Members of Team Black Jack prepped for the launch and subsequent SCA acceptance of SVN-73 for approximately three months. As the SCA acceptance date drew near, the 2 and 19 SOPS' preparation intensified.
"We do a mission dress rehearsal which is a three day process," said Capt. Stephanie Scott, 19 SOPS chief of launch operations. "Should something go wrong, we can see how the team reacts to it. It's vital to have a successful mission, to make sure everyone is ready to do their role."
Preparations to make the spacecraft fully operational will take approximately 30 days for the team to complete.
"We have quite a few steps left to ensure the spacecraft is ready to be used globally and to make sure the most precise signal is going out to our worldwide users," said Benson.
The unique partnership between active duty 2 SOPS and reserve 19 SOPS is a testament to Total Force Operations.
"To brag a little bit on our reserve members - when you think about a launch, they often occur once every several years. We've done five launches in the last 15 months," said Benson. "You won't find that experience anywhere else. That is why it is so critical that our reserve partners lead this effort. We couldn't do it without them."
Although Team Black Jack's dynamic is distinct, Benson and Scott both agree the support the team receives from their mission partners, Boeing and Aerospace is key to their success.
"Boeing and Aerospace--they are the experts when it comes to this," said Scott. "A lot of them have been around since launching our earliest satellites. They bring all of their experience and pass it on to us and we obviously couldn't do it without them."
SMC also played a vital role in the launch and SCA process. SMC initially helped build, launch and owned the spacecraft, but moved into a supervisory role as Team Black Jack prepared to accept SCA of the vehicle.
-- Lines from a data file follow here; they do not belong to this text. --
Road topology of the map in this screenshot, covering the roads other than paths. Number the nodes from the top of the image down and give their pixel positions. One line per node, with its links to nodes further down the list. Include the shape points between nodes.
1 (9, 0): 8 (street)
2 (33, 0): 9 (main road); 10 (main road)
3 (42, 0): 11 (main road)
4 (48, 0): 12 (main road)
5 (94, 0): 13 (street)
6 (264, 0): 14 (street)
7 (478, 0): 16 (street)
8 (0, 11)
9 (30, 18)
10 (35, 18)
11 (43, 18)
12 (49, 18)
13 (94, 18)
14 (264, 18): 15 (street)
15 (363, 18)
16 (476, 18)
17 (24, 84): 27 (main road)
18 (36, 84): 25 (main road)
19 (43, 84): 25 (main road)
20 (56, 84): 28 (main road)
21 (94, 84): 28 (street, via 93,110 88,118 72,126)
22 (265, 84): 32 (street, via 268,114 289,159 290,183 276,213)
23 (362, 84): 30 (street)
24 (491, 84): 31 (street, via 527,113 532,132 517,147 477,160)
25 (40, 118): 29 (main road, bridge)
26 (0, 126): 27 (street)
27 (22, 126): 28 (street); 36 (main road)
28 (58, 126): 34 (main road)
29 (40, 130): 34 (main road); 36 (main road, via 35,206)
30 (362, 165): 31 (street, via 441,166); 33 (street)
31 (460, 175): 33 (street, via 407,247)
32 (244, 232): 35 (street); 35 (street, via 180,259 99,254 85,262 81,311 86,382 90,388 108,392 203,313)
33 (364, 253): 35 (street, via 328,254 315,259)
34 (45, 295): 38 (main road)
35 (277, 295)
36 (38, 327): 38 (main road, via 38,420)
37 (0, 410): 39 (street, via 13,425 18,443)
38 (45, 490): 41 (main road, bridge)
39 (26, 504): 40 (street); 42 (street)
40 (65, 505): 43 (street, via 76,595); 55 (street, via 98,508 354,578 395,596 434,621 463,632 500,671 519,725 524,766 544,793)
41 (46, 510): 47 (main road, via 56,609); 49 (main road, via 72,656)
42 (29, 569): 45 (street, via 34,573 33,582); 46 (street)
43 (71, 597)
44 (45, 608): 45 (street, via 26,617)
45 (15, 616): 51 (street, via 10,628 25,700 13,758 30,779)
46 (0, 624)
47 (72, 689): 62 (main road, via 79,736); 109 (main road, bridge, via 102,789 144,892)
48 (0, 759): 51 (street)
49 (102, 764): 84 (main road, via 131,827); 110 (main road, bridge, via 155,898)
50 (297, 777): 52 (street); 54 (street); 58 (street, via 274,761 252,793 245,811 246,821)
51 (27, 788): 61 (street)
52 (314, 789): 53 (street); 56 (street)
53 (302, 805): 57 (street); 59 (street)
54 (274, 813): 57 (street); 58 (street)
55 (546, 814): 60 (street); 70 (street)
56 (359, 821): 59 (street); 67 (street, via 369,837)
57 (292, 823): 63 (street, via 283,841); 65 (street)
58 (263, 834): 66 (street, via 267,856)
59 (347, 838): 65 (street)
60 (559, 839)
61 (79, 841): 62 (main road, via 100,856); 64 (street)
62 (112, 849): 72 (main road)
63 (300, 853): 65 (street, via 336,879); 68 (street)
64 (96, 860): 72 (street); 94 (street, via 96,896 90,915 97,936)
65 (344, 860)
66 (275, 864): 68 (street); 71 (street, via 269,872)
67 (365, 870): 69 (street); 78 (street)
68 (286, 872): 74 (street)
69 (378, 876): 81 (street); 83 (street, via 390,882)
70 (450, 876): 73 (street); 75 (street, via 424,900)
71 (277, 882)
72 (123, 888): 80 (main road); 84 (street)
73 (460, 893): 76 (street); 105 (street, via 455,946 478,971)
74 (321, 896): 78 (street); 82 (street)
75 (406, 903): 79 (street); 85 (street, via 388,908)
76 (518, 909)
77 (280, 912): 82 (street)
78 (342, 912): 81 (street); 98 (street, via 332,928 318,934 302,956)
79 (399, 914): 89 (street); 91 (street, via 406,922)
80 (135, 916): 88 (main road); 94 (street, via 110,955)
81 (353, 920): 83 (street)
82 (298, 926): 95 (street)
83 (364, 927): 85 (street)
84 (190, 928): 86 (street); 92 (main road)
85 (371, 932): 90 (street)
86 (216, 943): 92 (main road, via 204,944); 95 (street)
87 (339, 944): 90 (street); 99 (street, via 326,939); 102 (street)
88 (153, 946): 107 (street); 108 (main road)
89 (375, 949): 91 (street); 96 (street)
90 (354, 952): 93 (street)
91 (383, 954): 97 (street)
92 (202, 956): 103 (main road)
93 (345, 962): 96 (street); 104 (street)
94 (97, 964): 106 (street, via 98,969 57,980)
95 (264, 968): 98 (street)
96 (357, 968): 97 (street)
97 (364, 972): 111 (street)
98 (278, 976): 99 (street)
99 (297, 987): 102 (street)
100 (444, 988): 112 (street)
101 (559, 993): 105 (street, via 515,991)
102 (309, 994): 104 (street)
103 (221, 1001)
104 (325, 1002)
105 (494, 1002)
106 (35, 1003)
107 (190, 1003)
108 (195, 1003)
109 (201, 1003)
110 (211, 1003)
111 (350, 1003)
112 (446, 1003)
"It's par for the course that SMC provides such a great satellite for us to operate," said Benson. "Every time we've gone through this process, whether it is six days or 10 days, it's been extremely smooth largely because of them."
Team Black Jack and 50 SW leadership couldn't be happier with the success of the launch and SCA acceptance of SVN-73.
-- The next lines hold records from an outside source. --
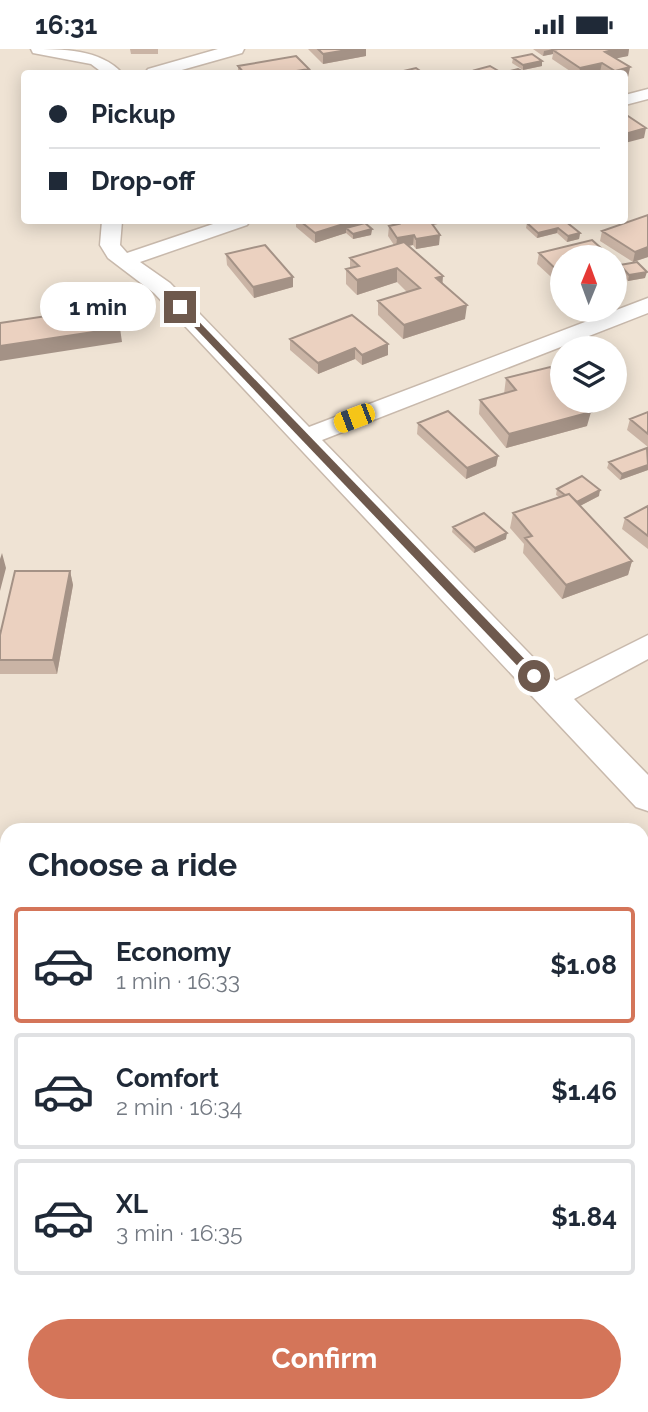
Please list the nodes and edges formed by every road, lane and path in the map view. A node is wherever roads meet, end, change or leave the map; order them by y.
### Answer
1 (39, 49) edge
2 (236, 49) edge
3 (109, 70) edge
4 (164, 70) edge
5 (648, 94) edge
6 (628, 99) edge
7 (113, 224) edge
8 (231, 224) edge
9 (124, 261) junction
10 (648, 305) edge
11 (305, 437) junction
12 (648, 646) edge
13 (553, 696) junction
14 (648, 797) edge

1 - 3 street
2 - 4 street
5 - 6 street
7 - 9 street
8 - 9 street
9 - 11 street
10 - 11 street
11 - 13 street
12 - 13 street
13 - 14 street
"Congratulations Team Black Jack," said Col. Anthony Mastalir, 50th Space Wing vice commander. "You all make this look easy, when really it's rocket science."
The GPS constellation is the largest in the Air Force and Department of Defense with 40 satellites and provides precision timing to more than three billion users worldwide.
The next Global Positioning System launch is scheduled for February 2016.